Mental health is a social, not just personal issue

Society can never aim to be perfect but it should at least strive to be more just, more inclusive, and better prepared to help people who need professional and structural support

Recent statistics estimate that as many as 17% currently suffer from depression and anxiety
Recent statistics estimate that as many as 17% currently suffer from depression and anxiety

In recent years Malta has made great strides in pulling down barriers to social inclusion. Some barriers are however harder to pull down than others. One of these is mental health, which has traditionally been stigmatised more than any other disability or impairment. For this reason alone, it is often difficult to acknowledge even the existence of the problem: still less its extent.

Recent statistics estimate that as many as 17% currently suffer from depression and anxiety, and nearly a third of the population will suffer from depression and anxiety at some point in their lives. There are also studies which indicate that such cases rise in both number and intensity during Christmastime. This is borne out by the experience of Psychiatrist Anton Grech, who observes that: “It is not the festivities that bring about depression and anxiety in those already dealing with mental health issues but Christmas amplifies existing symptoms.”

Moreover, there are indications that the problem is intensifying over time. This is admittedly hard to ascertain, in the absence of reliable statistics from past decades and centuries. But just as the prevalence of festivity at this time of year is a recognised catalyst for depression, so too is the increased pace of 21st century lifestyle. There can be little doubt that anxiety and stress are on the rise, and that individuals are increasingly finding it harder to cope.

In this, the current global economic model has much to answer for. Hard work should be rewarded on principle; but we must also find a way to reclaim time, free time, to enjoy life and not spend a lifetime (or a career) chasing materialistic dreams. It would be a lot easier to address the increasing rate of depression if we had to admit that our consumer society makes us unhappy. 

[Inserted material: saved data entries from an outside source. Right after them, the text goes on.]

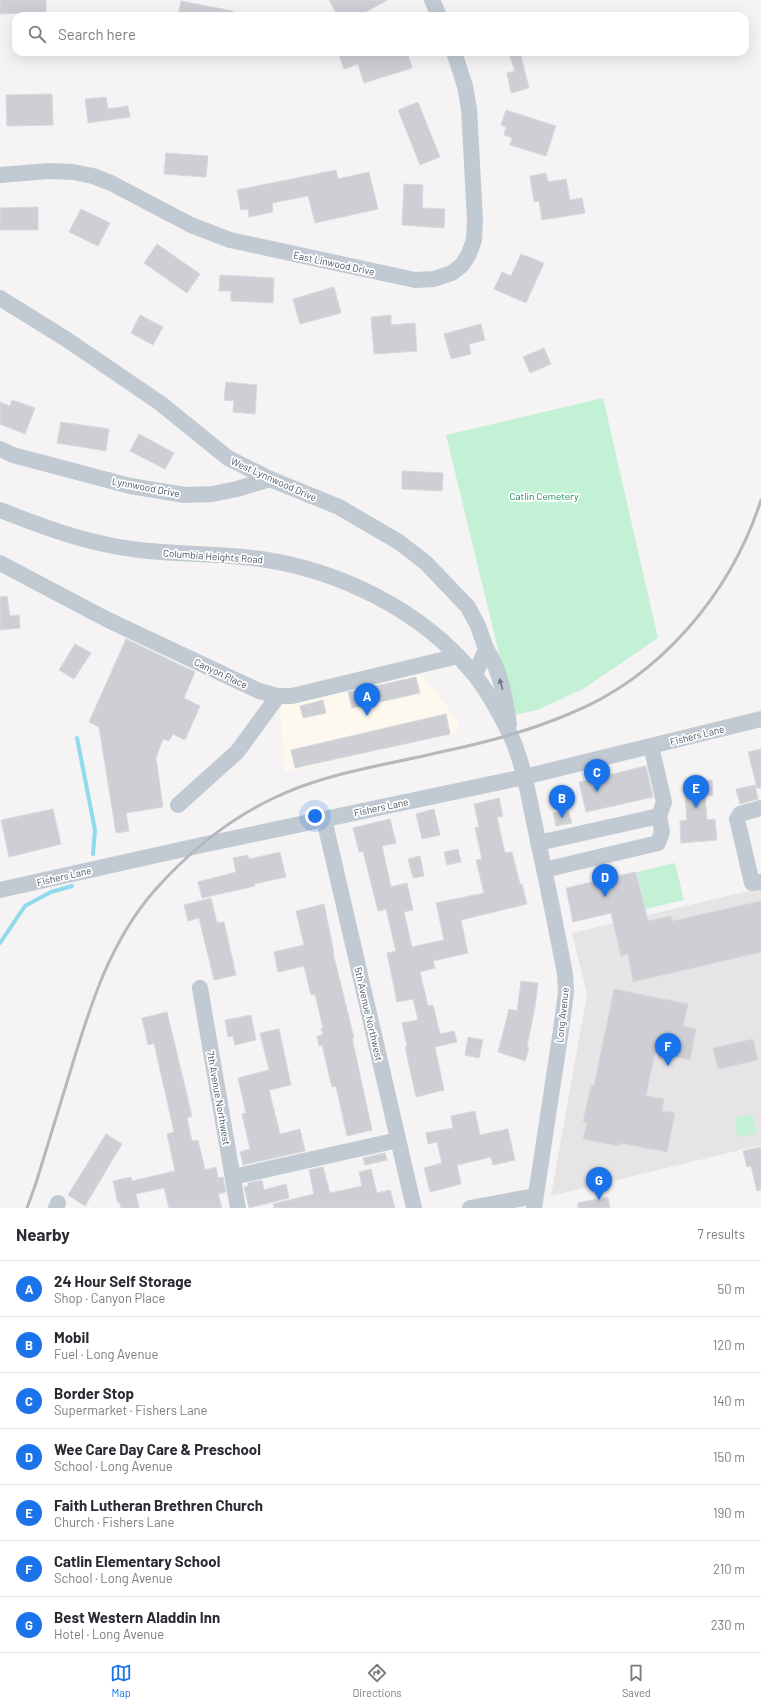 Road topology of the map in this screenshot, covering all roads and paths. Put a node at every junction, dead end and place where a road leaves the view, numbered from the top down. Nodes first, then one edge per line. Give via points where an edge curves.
1 (432, 0) edge
2 (437, 12) edge
3 (455, 56) edge
4 (0, 174) edge
5 (0, 298) edge
6 (0, 449) edge
7 (270, 479) junction
8 (0, 510) edge
9 (0, 563) edge
10 (486, 649) junction
11 (458, 656) junction
12 (475, 674) junction
13 (278, 696) junction
14 (761, 720) edge
15 (511, 736) junction
16 (651, 746) junction
17 (524, 777) junction
18 (178, 805) dead end
19 (761, 808) edge
20 (659, 816) junction
21 (324, 819) junction
22 (538, 843) junction
23 (544, 870) junction
24 (761, 882) edge
25 (0, 890) edge
26 (200, 988) dead end
27 (398, 1140) junction
28 (233, 1177) junction
29 (535, 1202) edge
30 (238, 1208) edge
31 (414, 1208) edge
32 (470, 1208) edge

1 - 2 street
3 - 4 street, East Linwood Drive via 469,109 474,240 462,265 452,273 434,279 415,280 230,240 191,225 93,176 49,171
5 - 7 street, West Lynnwood Drive via 160,403 228,458
6 - 7 street, Lynnwood Drive via 13,455 130,486 184,495 212,494
7 - 10 street, West Lynnwood Drive via 339,507 399,542 426,563 468,607
8 - 11 street, Columbia Heights Road via 44,528 131,550 262,559 328,576 364,590 394,606 426,628
9 - 13 street, Canyon Place via 108,620 259,691
10 - 12 street
15 -> 10 street, West Lynnwood Drive via 505,700 494,660
11 - 12 street, Columbia Heights Road
11 - 13 street, Canyon Place via 292,696
12 - 15 street, Columbia Heights Road
13 - 18 street via 237,752
14 - 16 street, Fishers Lane
15 - 17 street, Columbia Heights Road
16 - 17 street, Fishers Lane
16 - 20 street via 664,802
17 - 21 street, Fishers Lane
17 - 22 street, Long Avenue
19 - 24 street via 740,814 737,819 752,884
20 - 22 street
20 - 23 street via 662,832 658,843
21 - 25 street, Fishers Lane
21 - 27 street, 5th Avenue Northwest
22 - 23 street, Long Avenue
23 - 29 street, Long Avenue via 565,974 566,992
26 - 28 street, 7th Avenue Northwest
27 - 28 street
27 - 31 street, 5th Avenue Northwest
28 - 30 street, 7th Avenue Northwest
29 - 32 street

Society is also developing in a way that is at once both intensely voyeuristic and increasingly lonely. The social media have created a mirror universe in which selective parts of one’s life are hung out on permanent public display. These distorted images tend to have the same effect as a permanent Christmas season: they amplify the illusion of an artificial happiness, which only exacerbates the lack of happiness in reality.

Advances in media communications have also radically increased public awareness of the state of the world: which, as 2016 draws to a close, is not in a very healthy condition at all. Disparity of wealth, war, instability and misery are among the previously ignored realities that now swim into our everyday field of vision. 

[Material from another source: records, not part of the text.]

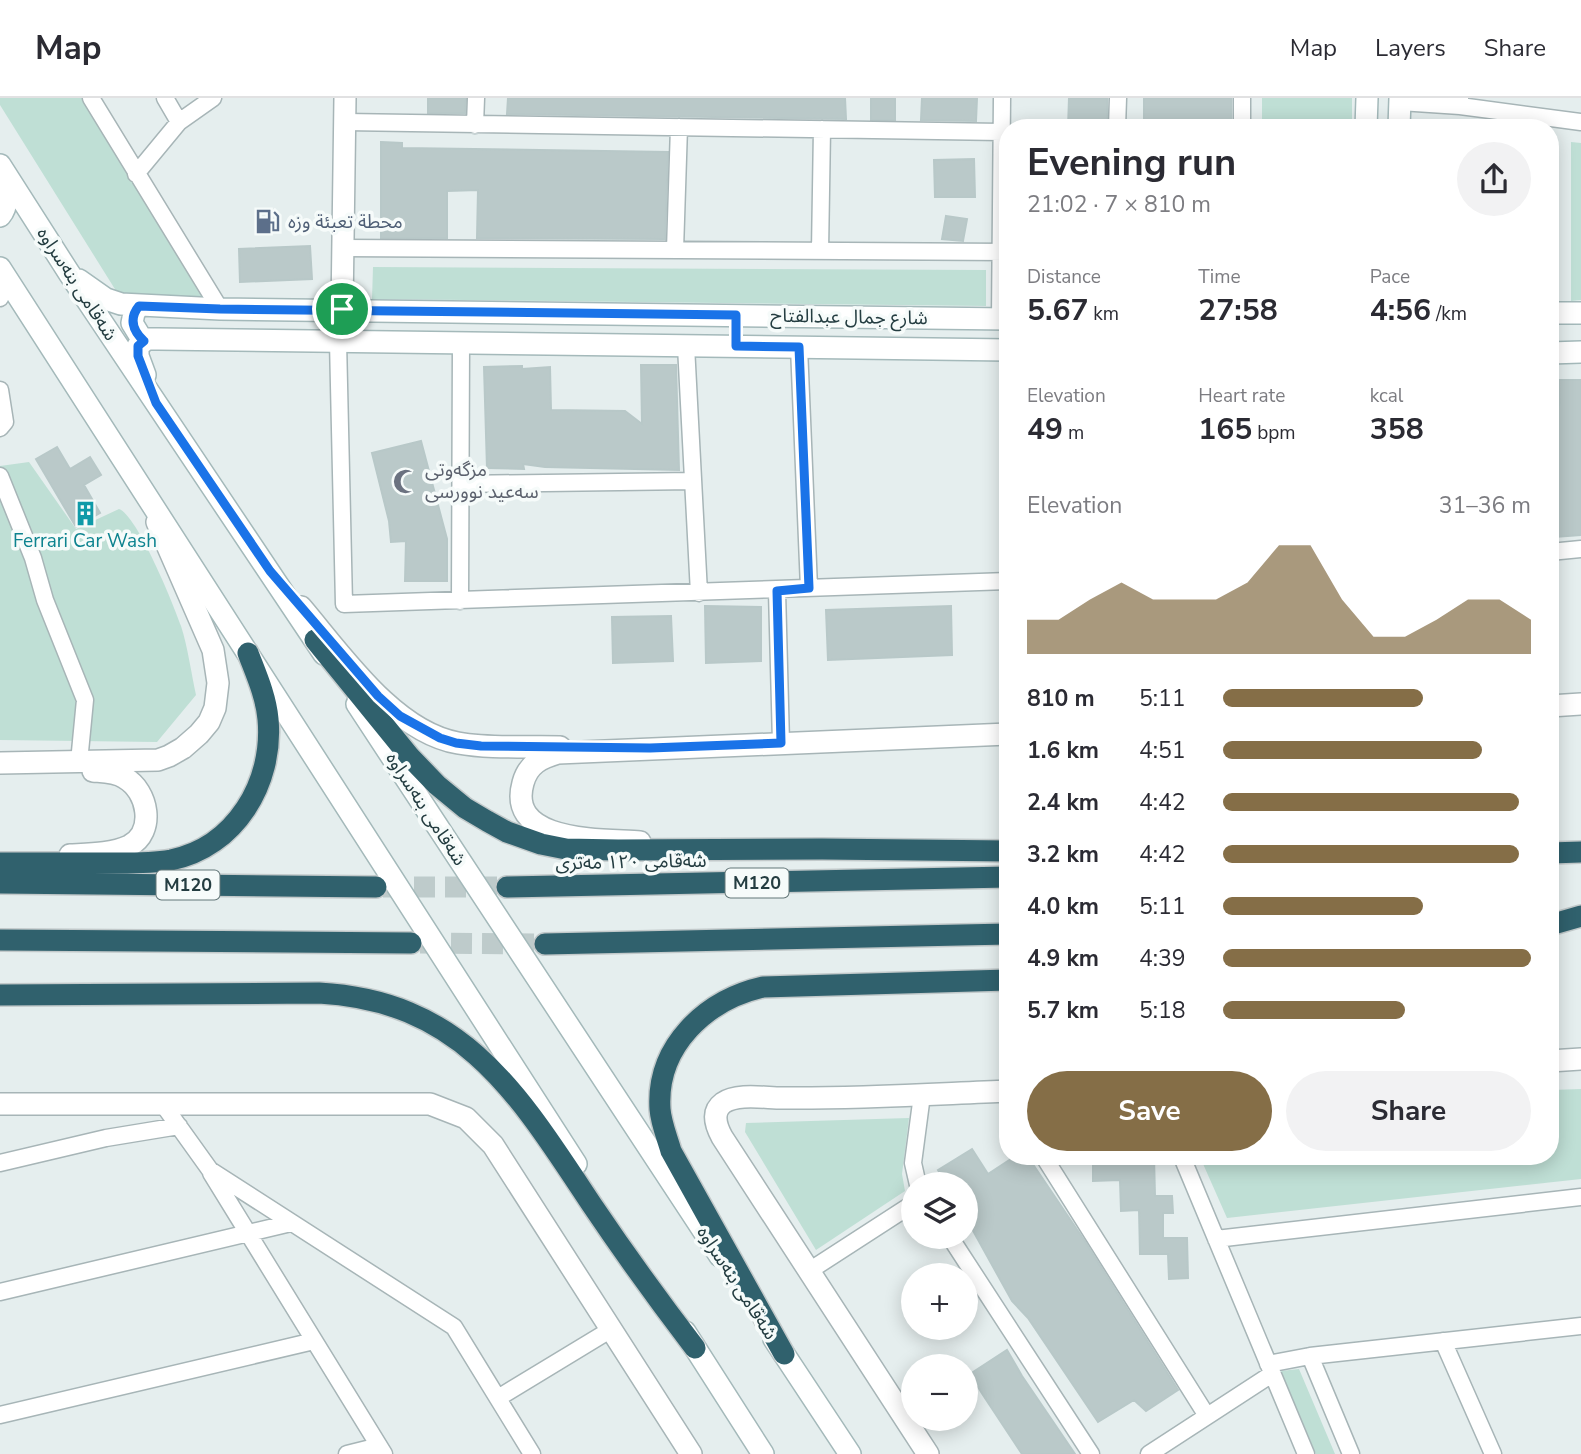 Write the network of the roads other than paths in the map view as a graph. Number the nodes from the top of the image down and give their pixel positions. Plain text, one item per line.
1 (91, 98) edge
2 (165, 98) edge
3 (213, 98) edge
4 (345, 98) edge
5 (476, 98) edge
6 (1002, 98) edge
7 (1118, 98) edge
8 (1242, 98) edge
9 (1367, 98) edge
10 (1400, 100) edge
11 (1460, 102) edge
12 (1002, 119) edge
13 (1118, 119) edge
14 (1242, 119) edge
15 (1366, 119) edge
16 (1399, 119) edge
17 (179, 122) junction
18 (345, 122) junction
19 (1581, 122) edge
20 (475, 125) junction
21 (679, 127) junction
22 (822, 129) junction
23 (999, 132) edge
24 (0, 165) edge
25 (136, 174) junction
26 (0, 183) edge
27 (0, 216) edge
28 (343, 248) junction
29 (675, 250) junction
30 (820, 251) junction
31 (999, 252) edge
32 (69, 273) junction
33 (3, 282) edge
34 (139, 306) junction
35 (220, 309) junction
36 (342, 309) junction
37 (1559, 313) edge
38 (1581, 313) edge
39 (736, 315) junction
40 (999, 318) edge
41 (144, 341) junction
42 (338, 341) junction
43 (461, 343) junction
44 (686, 346) junction
45 (736, 346) junction
46 (799, 347) junction
47 (999, 350) edge
48 (1581, 352) edge
49 (1559, 353) edge
50 (0, 390) edge
51 (156, 403) junction
52 (0, 428) edge
53 (0, 476) edge
54 (693, 481) junction
55 (461, 484) junction
56 (149, 500) junction
57 (1581, 549) edge
58 (1559, 551) edge
59 (270, 571) junction
60 (999, 581) edge
61 (809, 588) junction
62 (777, 591) junction
63 (699, 593) junction
64 (460, 601) junction
65 (315, 640) junction
66 (248, 653) junction
67 (1581, 704) edge
68 (1559, 705) edge
69 (999, 734) edge
70 (781, 743) junction
71 (650, 748) junction
72 (79, 762) junction
73 (0, 763) edge
74 (22, 764) junction
75 (730, 849) junction
76 (999, 851) edge
77 (1581, 851) edge
78 (1559, 852) edge
79 (0, 862) edge
80 (999, 877) edge
81 (0, 883) edge
82 (376, 887) tunnel mouth
83 (507, 887) tunnel mouth
84 (1581, 910) edge
85 (1559, 911) edge
86 (1581, 916) edge
87 (1559, 922) edge
88 (999, 934) edge
89 (0, 940) edge
90 (411, 943) tunnel mouth
91 (545, 944) tunnel mouth
92 (999, 980) edge
93 (0, 995) edge
94 (1581, 1059) edge
95 (1559, 1060) edge
96 (999, 1094) edge
97 (922, 1095) junction
98 (162, 1103) junction
99 (0, 1104) edge
100 (179, 1126) junction
101 (0, 1163) edge
102 (1049, 1165) edge
103 (1185, 1165) edge
104 (210, 1170) junction
105 (914, 1172) edge
106 (1581, 1197) edge
107 (901, 1211) edge
108 (291, 1223) junction
109 (248, 1234) junction
110 (1216, 1239) junction
111 (958, 1249) edge
112 (809, 1271) junction
113 (0, 1292) edge
114 (1581, 1326) edge
115 (610, 1330) junction
116 (314, 1341) junction
117 (1443, 1341) junction
118 (695, 1348) junction
119 (784, 1354) junction
120 (1310, 1356) junction
121 (1270, 1369) junction
122 (498, 1398) junction
123 (0, 1415) edge
124 (1207, 1416) junction
125 (382, 1450) edge
126 (347, 1454) edge
127 (532, 1454) edge
128 (691, 1454) edge
129 (763, 1454) edge
130 (850, 1454) edge
131 (928, 1454) edge
132 (1091, 1454) edge
133 (1149, 1454) edge
134 (1306, 1454) edge
135 (1351, 1454) edge
136 (1493, 1454) edge

1 - 25 street
2 - 17 street
3 - 17 street
4 - 18 main road
5 - 20 street
6 - 12 street
7 - 13 street
8 - 14 street
9 - 15 main road
10 - 11 street
10 - 16 main road
11 - 19 street
17 - 25 street
18 - 20 street
18 - 28 main road
20 - 21 street
21 - 22 street
21 - 29 street
22 - 23 street
22 - 30 street
24 - 32 main road, شەقامی بنەسراوە
25 - 35 street
26 - 27 main road
28 - 29 street
28 - 36 main road
29 - 30 street
30 - 31 street
32 - 34 main road, شارع جمال عبدالفتاح
32 - 51 main road, شەقامی بنەسراوە
33 - 56 main road
34 - 35 main road, شارع جمال عبدالفتاح
34 - 41 main road
35 - 36 main road, شارع جمال عبدالفتاح
36 - 39 main road, شارع جمال عبدالفتاح
37 - 38 main road
39 - 40 main road, شارع جمال عبدالفتاح
39 - 45 main road
41 - 42 main road, شارع جمال عبدالفتاح
41 - 51 main road
42 - 43 main road, شارع جمال عبدالفتاح
42 - 64 street
43 - 44 main road, شارع جمال عبدالفتاح
43 - 55 street
44 - 45 main road, شارع جمال عبدالفتاح
44 - 54 street
45 - 46 main road, شارع جمال عبدالفتاح
46 - 47 main road, شارع جمال عبدالفتاح
46 - 61 street
48 - 49 main road
50 - 52 street
51 - 59 main road, شەقامی بنەسراوە
53 - 72 street
54 - 55 street
54 - 63 street
55 - 64 street
56 - 66 main road
56 - 72 main road
57 - 58 street
59 - 65 main road, شەقامی بنەسراوە
59 - 71 main road
60 - 61 street
61 - 62 street
62 - 63 street
62 - 70 street
63 - 64 street
65 - 75 highway
65 - 119 main road, شەقامی بنەسراوە
66 - 79 highway
66 - 118 main road
67 - 68 main road
69 - 70 main road
70 - 71 main road
71 - 75 main road
72 - 74 main road
73 - 74 main road
74 - 79 main road
75 - 76 highway
77 - 78 highway
80 - 83 highway, شەقامی ١٢٠ مەتری / M120
81 - 82 highway, M120
84 - 85 highway
86 - 87 highway
88 - 91 highway
89 - 90 highway
92 - 119 highway
93 - 118 highway
94 - 95 main road
96 - 97 main road
97 - 105 street
97 - 112 main road
98 - 99 main road
98 - 100 street
98 - 115 main road
100 - 101 street
100 - 104 street
102 - 124 street
103 - 110 street
104 - 108 street
104 - 109 street
106 - 110 street
107 - 112 street
108 - 109 street
108 - 122 street
109 - 113 street
109 - 116 street
110 - 121 street
111 - 132 street
112 - 131 main road
114 - 117 street
115 - 122 street
115 - 128 main road
116 - 123 street
116 - 125 street
117 - 120 street
117 - 136 street
118 - 129 main road
119 - 130 main road, شەقامی بنەسراوە
120 - 121 street
120 - 135 street
121 - 124 street
121 - 134 street
122 - 127 street
124 - 133 street
125 - 126 street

Globalisation and interconnectivity have also affected the way societies interact with themselves. Loneliness and social exclusion have always been problems, but the closer connections of earlier times made real human contact a more everyday occurrence than it is in today’s digital world.

Such phenomena can be now recognised and quantified. A recent Caritas study revealed the reality of people living in solitude in the town of Dingli. “More than half of the elderly people surveyed who live by themselves told us that they experience solitude problems,” Caritas director Leonid McKay told a press conference. “Such problems don’t often show from the outside, but they kept emerging throughout this study.”

On a broader level, the relentless pursuit of economic growth and consumption not only encourages parasitism, but it has also caused indisputable damage to planet earth. This gives rise to a certain fatalism which in turn fuels despair.

Economic disparity must also be addressed. There is a pressing need to find an alternative to the current system which robs people of their time and control over their relatively short lives. We need an alternative by which people reclaim time for their own wellbeing and that of others. Long working hours is a major cause of mental ill health, and a 2015 study linked long working hours with an increased risk of stroke and heart disease.

Failing to acknowledge these realities will only perpetuate a vicious cycle. Social problems cause mental health issues, which in turn could foster unemployment, dependency on social welfare, poverty, violence and criminality. The circle is very difficult to break.

It wouldn’t harm us to shelve the delusion that we can preserve a development model based on a fabricated expansion of individual consumption, which in turn depletes our planet’s resources and causes unhappiness: especially among those who are unprepared or cannot understand the consequences of growing inequality and greed in this turbo consumerist society.

Inclusivity could well be the biggest political challenge of the 21st century. Society should first and foremost realise that happiness is far more important than economic growth, and that austerity is a far better tool at achieving this than wasteful consumption.

The flipside to this is that we must also recognise that unhappiness and loneliness are just as much part of life as happiness and companionship. Society can never aim to be perfect – even because attempts to create ‘the perfect society’ are inherently doomed to fail. But society should at least strive to be more just, more inclusive, and better prepared to help people who need professional and structural support.